Energy company land men, buying land and negotiating mineral rights leases, became as pesky as aphids in the wheat fields. However, the land men didn't have to do much sweet talking with the farmers, many of whom were hugging bankruptcy during the Great Recession. The farmers yielded parts of their land to the energy companies in exchange for immediate income and the promise of future royalties. By November 2012 there were 7,791 wells in North Dakota. Energy companies are expected to mine more than 15.2 billion gallons this year.
In Pennsylvania, 17,000 acres have already been lost to the development of natural gas fracking. That land is not likely to be productive for several years, according to a study by the Penn State Extension Office. The presence of natural gas drilling companies has also led to decreased milk and cheese production, according to Penn State researchers Riley Adams and Dr. Timothy Kelsey.

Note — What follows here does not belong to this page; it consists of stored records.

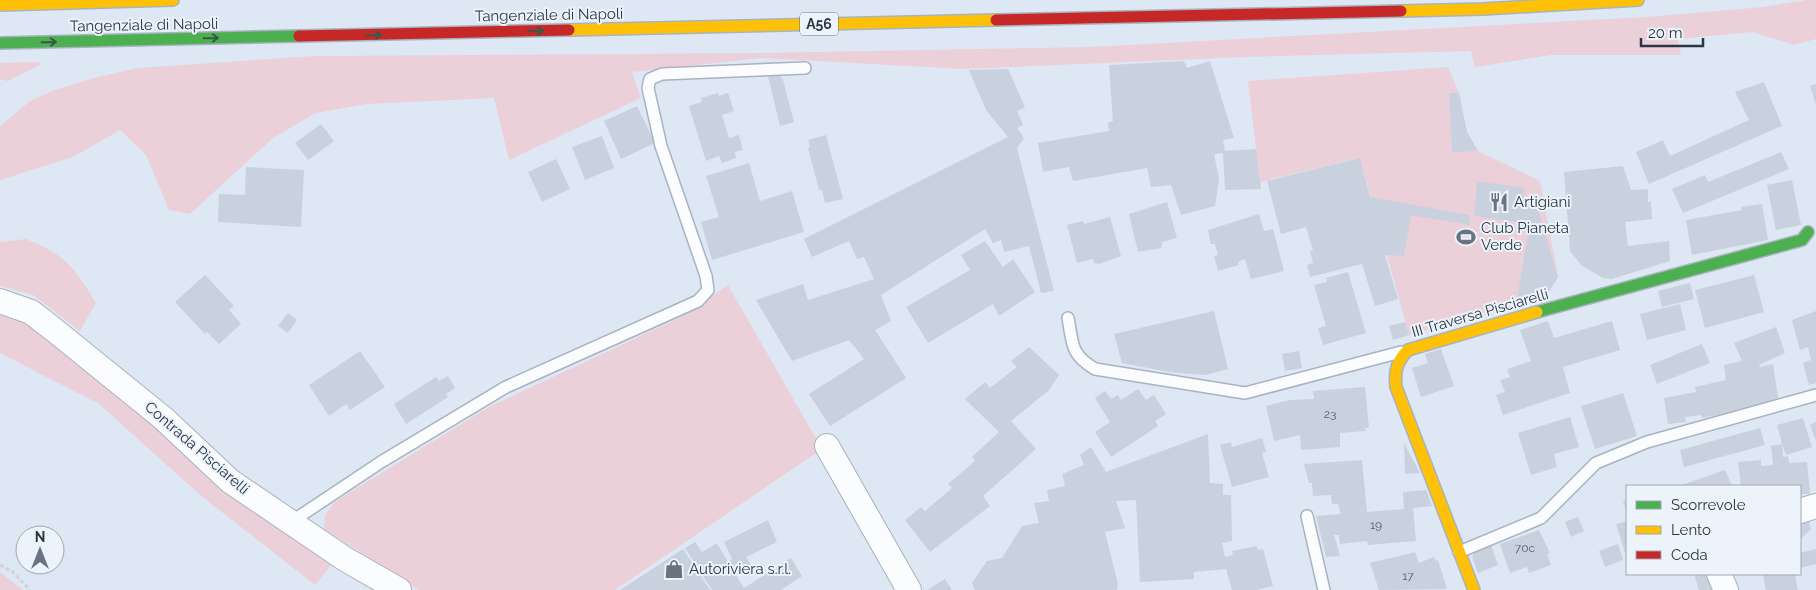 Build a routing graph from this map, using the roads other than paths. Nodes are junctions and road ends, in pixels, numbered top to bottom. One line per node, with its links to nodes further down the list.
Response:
1 (173, 0): 3 (main road, Tangenziale di Napoli)
2 (1638, 0): 4 (main road, Tangenziale di Napoli / A56, one-way to 2)
3 (0, 5)
4 (0, 43)
5 (805, 68): 15 (lane)
6 (1808, 232): 9 (main road, III Traversa Pisciarelli)
7 (0, 301): 15 (street, Contrada Pisciarelli)
8 (1068, 318): 9 (lane)
9 (1408, 350): 16 (main road, III Traversa Pisciarelli)
10 (1816, 395): 16 (lane)
11 (827, 446): 19 (street)
12 (1816, 506): 13 (street)
13 (1801, 510)
14 (1307, 516): 20 (lane)
15 (291, 522): 18 (street, Contrada Pisciarelli)
16 (1459, 552): 21 (main road, III Traversa Pisciarelli)
17 (1720, 575): 22 (street)
18 (399, 590)
19 (909, 590)
20 (1324, 590)
21 (1474, 590)
22 (1726, 590)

Beneath some of the nation's richest agricultural land in draught-ravaged central California lies the Monterrey Shale that holds about two-thirds of the country's estimated shale oil reserves, about 650 trillion gallons. The land men have already arrived to buy leases and set up what is likely to be the biggest oil and gas boom in the country.
More than 200 different crops are grown in the central valley, including about 70 percent of the world's supply of almonds, most of the grape production and 90 percent of all domestic wine sold in the United States. The Sun-Maid farm cooperative, headquartered in the Central Valley, is one of the world's largest producers of raisins and dried fruits.
When the politicians unleashed Big Energy to frack the nation and extract gas, they parroted industry claims that extensive drilling would improve the economy, lower natural gas prices and help make the United States energy independent from having to import foreign oil. What is happening is that the companies have purchased or leased too much land, are in heavy debt to the banks and have a glut of natural gas that has forced the prices to the lowest level in almost 10 years.
The solution is that these patriotic corporations, to reduce the glut and force domestic residential prices back up as the mined gas becomes less available, have developed extensive plans to export natural gas to countries that will pay significantly higher prices than what is currently charged in the American market.
There is one problem. The U.S. can't import water.
(Walter Brasch, an author from Bloomsburg, writes "Wanderings" for each Sunday edition.)